Training Strategy
Training is performed globally, using a random block strategy:
Spatial blocks are randomly sampled across the globe
Enables scalable training on very large climate datasets
Reduces memory footprint while preserving global coverage
Improves generalization across regions
This design allows a single model to learn global dynamics while remaining usable for regional inference.
Random Block Sampling
During each training epoch, \(s\) spatial blocks of size \(144\times360\) are generated, with block centers placed randomly. The longitude of each block is treated as periodic, while the latitude is constrained within valid global boundaries.
Example of randomly sampled spatial blocks used during training
Several values for the number of spatial blocks per epoch (\(s=6\), 9, and 12) were evaluated, and using 12 blocks was identified as an effective balance between computational efficiency and spatial diversity.
Coarse-Down-Up Procedure
A coarse-down-up procedure based on bilinear interpolation is used to separate large-scale and fine-scale components:
Coarsen: High-resolution field \(\mathbf{y}^{\mathrm{HR}}\) is reduced to \(16\times32\) resolution
Upscale: Coarse field is scaled back to original resolution, yielding \(\mathbf{y}^{\mathrm{CU}}\)
Residual: Fine-scale information \(\mathbf{R} = \mathbf{y}^{\mathrm{HR}} - \mathbf{y}^{\mathrm{CU}}\) serves as training target
Conditioning Inputs
The model is conditioned on:
Coarse-up fields: Low-resolution approximations
Geographical variables: Latitude, longitude, topography (\(z\)), land-sea mask (LSM)
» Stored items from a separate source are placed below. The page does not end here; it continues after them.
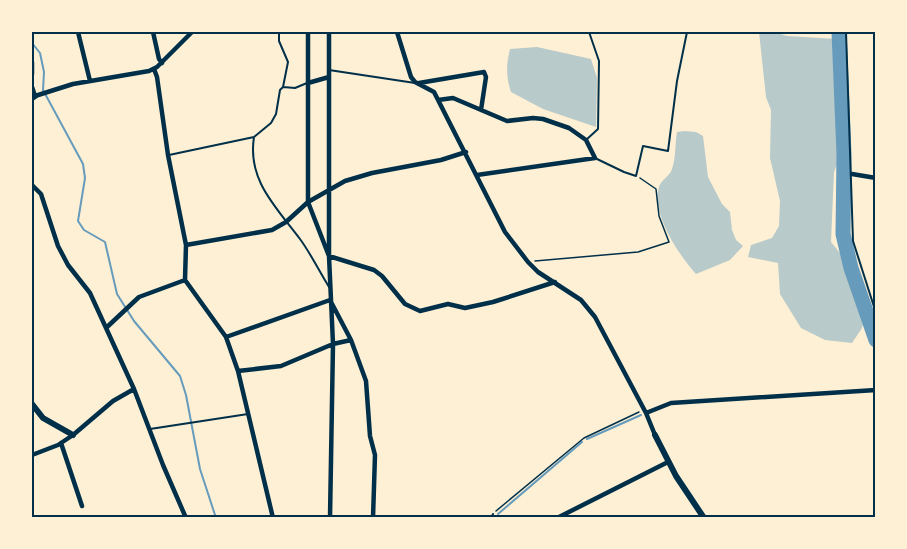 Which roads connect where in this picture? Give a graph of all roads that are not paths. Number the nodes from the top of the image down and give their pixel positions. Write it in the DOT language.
graph roads {
  1 [pos="78,32"];
  2 [pos="153,32"];
  3 [pos="192,32"];
  4 [pos="279,32"];
  5 [pos="308,32"];
  6 [pos="329,32"];
  7 [pos="397,32"];
  8 [pos="589,32"];
  9 [pos="687,32"];
  10 [pos="846,32"];
  11 [pos="32,62"];
  12 [pos="162,63"];
  13 [pos="154,69"];
  14 [pos="330,70"];
  15 [pos="32,74"];
  16 [pos="329,77"];
  17 [pos="90,81"];
  18 [pos="308,83"];
  19 [pos="419,83"];
  20 [pos="32,87"];
  21 [pos="284,87"];
  22 [pos="33,97"];
  23 [pos="438,100"];
  24 [pos="482,110"];
  25 [pos="254,137"];
  26 [pos="586,140"];
  27 [pos="466,152"];
  28 [pos="168,155"];
  29 [pos="595,158"];
  30 [pos="852,174"];
  31 [pos="477,176"];
  32 [pos="876,178"];
  33 [pos="32,185"];
  34 [pos="329,190"];
  35 [pos="308,202"];
  36 [pos="286,222"];
  37 [pos="186,245"];
  38 [pos="329,256"];
  39 [pos="185,280"];
  40 [pos="555,282"];
  41 [pos="329,288"];
  42 [pos="330,300"];
  43 [pos="876,313"];
  44 [pos="106,328"];
  45 [pos="226,337"];
  46 [pos="351,340"];
  47 [pos="333,344"];
  48 [pos="238,371"];
  49 [pos="134,389"];
  50 [pos="876,390"];
  51 [pos="32,405"];
  52 [pos="646,413"];
  53 [pos="248,414"];
  54 [pos="150,429"];
  55 [pos="74,435"];
  56 [pos="655,435"];
  57 [pos="61,443"];
  58 [pos="32,455"];
  59 [pos="668,462"];
  60 [pos="82,506"];
  61 [pos="493,514"];
  62 [pos="186,518"];
  63 [pos="273,518"];
  64 [pos="330,518"];
  65 [pos="373,518"];
  66 [pos="491,518"];
  67 [pos="557,518"];
  68 [pos="704,518"];
  1 -- 17 [label="street"];
  2 -- 12 [label="street"];
  3 -- 12 [label="street"];
  4 -- 21 [label="lane"];
  5 -- 18 [label="street"];
  6 -- 14 [label="street"];
  7 -- 19 [label="street"];
  8 -- 26 [label="lane"];
  9 -- 29 [label="lane"];
  10 -- 30 [label="lane"];
  11 -- 15 [label="street"];
  12 -- 13 [label="street"];
  13 -- 17 [label="street"];
  13 -- 28 [label="street"];
  14 -- 16 [label="street"];
  14 -- 19 [label="lane"];
  16 -- 18 [label="street"];
  16 -- 34 [label="street"];
  17 -- 22 [label="street"];
  18 -- 21 [label="lane"];
  18 -- 35 [label="street"];
  19 -- 23 [label="street"];
  19 -- 24 [label="street"];
  20 -- 22 [label="street"];
  21 -- 25 [label="lane"];
  23 -- 24 [label="street"];
  23 -- 27 [label="street"];
  24 -- 26 [label="street"];
  25 -- 28 [label="lane"];
  25 -- 36 [label="lane"];
  26 -- 29 [label="street"];
  27 -- 31 [label="street"];
  27 -- 34 [label="street"];
  28 -- 37 [label="street"];
  29 -- 31 [label="street"];
  30 -- 32 [label="street"];
  30 -- 43 [label="lane"];
  31 -- 40 [label="street"];
  33 -- 44 [label="street"];
  34 -- 35 [label="street"];
  34 -- 38 [label="street"];
  35 -- 36 [label="street"];
  35 -- 38 [label="street"];
  36 -- 37 [label="street"];
  36 -- 41 [label="lane"];
  37 -- 39 [label="street"];
  38 -- 40 [label="street"];
  38 -- 41 [label="street"];
  39 -- 44 [label="street"];
  39 -- 45 [label="street"];
  40 -- 52 [label="street"];
  41 -- 42 [label="street"];
  42 -- 45 [label="street"];
  42 -- 46 [label="street"];
  42 -- 47 [label="street"];
  44 -- 49 [label="street"];
  45 -- 48 [label="street"];
  46 -- 47 [label="street"];
  46 -- 65 [label="street"];
  47 -- 48 [label="street"];
  47 -- 64 [label="street"];
  48 -- 53 [label="street"];
  49 -- 54 [label="street"];
  49 -- 55 [label="street"];
  50 -- 52 [label="street"];
  51 -- 55 [label="street"];
  52 -- 56 [label="street"];
  53 -- 54 [label="lane"];
  53 -- 63 [label="street"];
  54 -- 62 [label="street"];
  55 -- 57 [label="street"];
  56 -- 59 [label="street"];
  57 -- 58 [label="street"];
  57 -- 60 [label="street"];
  59 -- 67 [label="street"];
  59 -- 68 [label="street"];
  61 -- 66 [label="lane"];
} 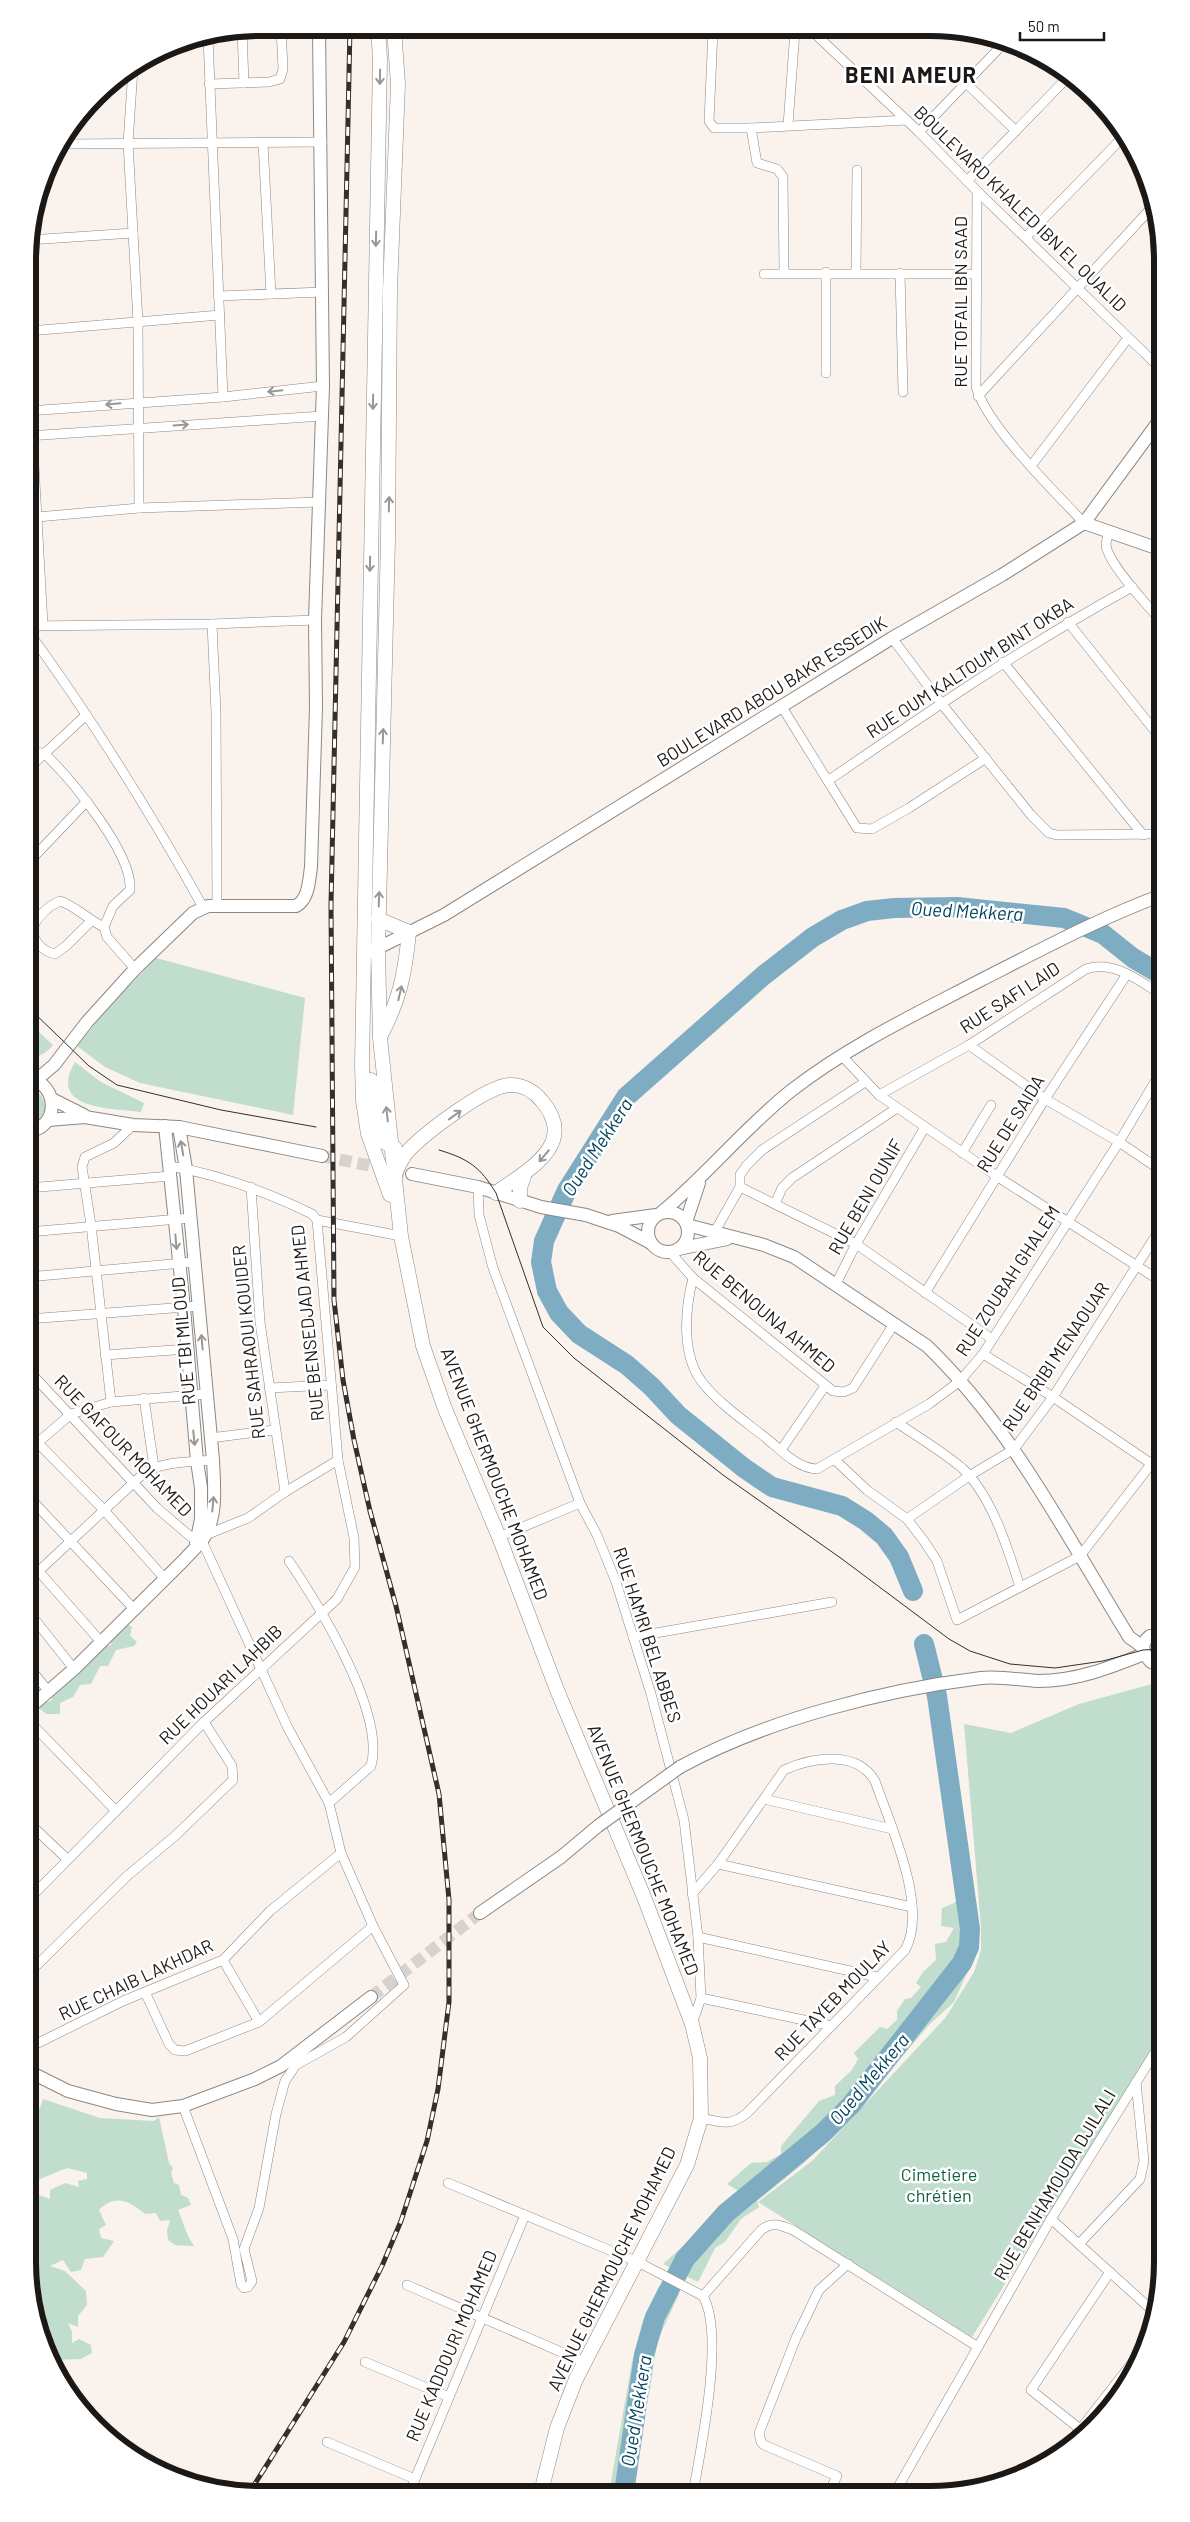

Temporal information: Cosine-sine representations of day of year and hour of day
Workflow of IPSL-AID’s training process.
Training Schedule
Dataset: ERA5 2015-2019 (train), 2020 (validation), 2021 (test)
Batch size: 80 (optimized for 4× NVIDIA A100 64GB)
Epochs: 100
Optimizer: Adam with learning rate scheduling
Validation: Every epoch on held-out year
Computational Requirements
GPUs: 4× NVIDIA A100 (64 GB each)
Time: ~6 days for full training
Memory: ~200GB GPU memory during training
Storage: Sufficient space for datasets and checkpoints
Hyperparameter Tuning
Key hyperparameters:
Learning rate: Typically \(10^{-4}\) to \(10^{-3}\)
Batch size: Limited by GPU memory, typically 32-128
Block size: \(144\times360\) provides good trade-off
Number of blocks: 12 per epoch for global coverage
Weight decay: \(10^{-6}\) for regularization
Monitoring and Logging
Loss curves: Training and validation loss
Metrics: MAE, RMSE, R² on validation set
Visualizations: Sample predictions during training
Checkpoints: Save best model and regular intervals
Early Stopping
Training stops when validation loss doesn’t improve for specified number of epochs (typically 10-20).
Multi-GPU Training
Data Parallel: Split batches across GPUs
Model Parallel: Split model across GPUs (for very large models)
Distributed Data Parallel: Synchronized gradients across nodes
Reproducibility
Random seeds: Fixed for reproducibility
Configuration saving: Full config saved with each run
Version control: Code and environment specifications
Checkpointing: Model states saved at regular intervals